To find the area of triangle ABC given the conditions in the problem, we can follow these steps: ### Step 1: Understand the properties of medians In triangle ABC, BE and CF are medians, which means they divide the opposite sides into two equal parts.
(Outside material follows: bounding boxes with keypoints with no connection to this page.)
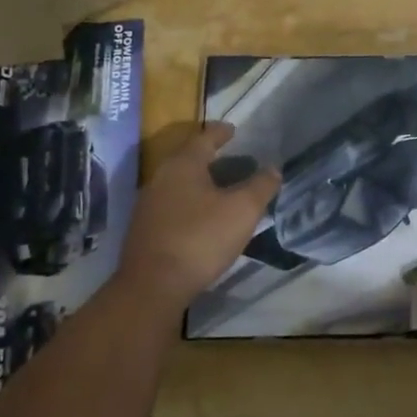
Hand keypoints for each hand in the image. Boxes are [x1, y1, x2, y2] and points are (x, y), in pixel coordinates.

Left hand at [116, 124, 280, 311]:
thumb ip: (261, 186)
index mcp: (183, 165)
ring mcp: (148, 204)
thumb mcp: (242, 211)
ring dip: (199, 181)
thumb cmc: (200, 239)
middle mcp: (161, 178)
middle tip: (232, 159)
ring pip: (178, 183)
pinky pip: (172, 204)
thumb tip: (273, 169)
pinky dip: (189, 202)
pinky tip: (202, 217)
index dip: (221, 132)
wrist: (152, 287)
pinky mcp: (144, 229)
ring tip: (221, 188)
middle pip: (188, 159)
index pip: (204, 138)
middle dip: (210, 157)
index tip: (233, 130)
The point G is the centroid of the triangle, which divides each median in the ratio 2:1. ### Step 2: Set up the known values We know: - \( BG = CG \) (since G is the centroid) - \( \angle BGC = 60^\circ \) - \( BC = 8 \, \text{cm} \) Since \( BG = CG \), we can denote \( BG = CG = x \). ### Step 3: Use the Law of Cosines in triangle BGC In triangle BGC, we can apply the Law of Cosines to find the length of BC: \[ BC^2 = BG^2 + CG^2 - 2 \cdot BG \cdot CG \cdot \cos(\angle BGC) \] Substituting the known values: \[ 8^2 = x^2 + x^2 - 2 \cdot x \cdot x \cdot \cos(60^\circ) \] Since \( \cos(60^\circ) = \frac{1}{2} \), we have: \[ 64 = 2x^2 - 2x^2 \cdot \frac{1}{2} \] This simplifies to: \[ 64 = 2x^2 - x^2 \] \[ 64 = x^2 \] Thus, \( x = 8 \). ### Step 4: Calculate the area of triangle BGC The area of triangle BGC can be calculated using the formula: \[ \text{Area} = \frac{1}{2} \cdot BG \cdot CG \cdot \sin(\angle BGC) \] Substituting the values: \[ \text{Area} = \frac{1}{2} \cdot 8 \cdot 8 \cdot \sin(60^\circ) \] Since \( \sin(60^\circ) = \frac{\sqrt{3}}{2} \): \[ \text{Area} = \frac{1}{2} \cdot 8 \cdot 8 \cdot \frac{\sqrt{3}}{2} = \frac{64\sqrt{3}}{4} = 16\sqrt{3} \, \text{cm}^2 \] ### Step 5: Calculate the area of triangle ABC Since G is the centroid, the area of triangle ABC is three times the area of triangle BGC: \[ \text{Area of } \triangle ABC = 3 \cdot \text{Area of } \triangle BGC = 3 \cdot 16\sqrt{3} = 48\sqrt{3} \, \text{cm}^2 \] Thus, the area of triangle ABC is \( 48\sqrt{3} \, \text{cm}^2 \). ---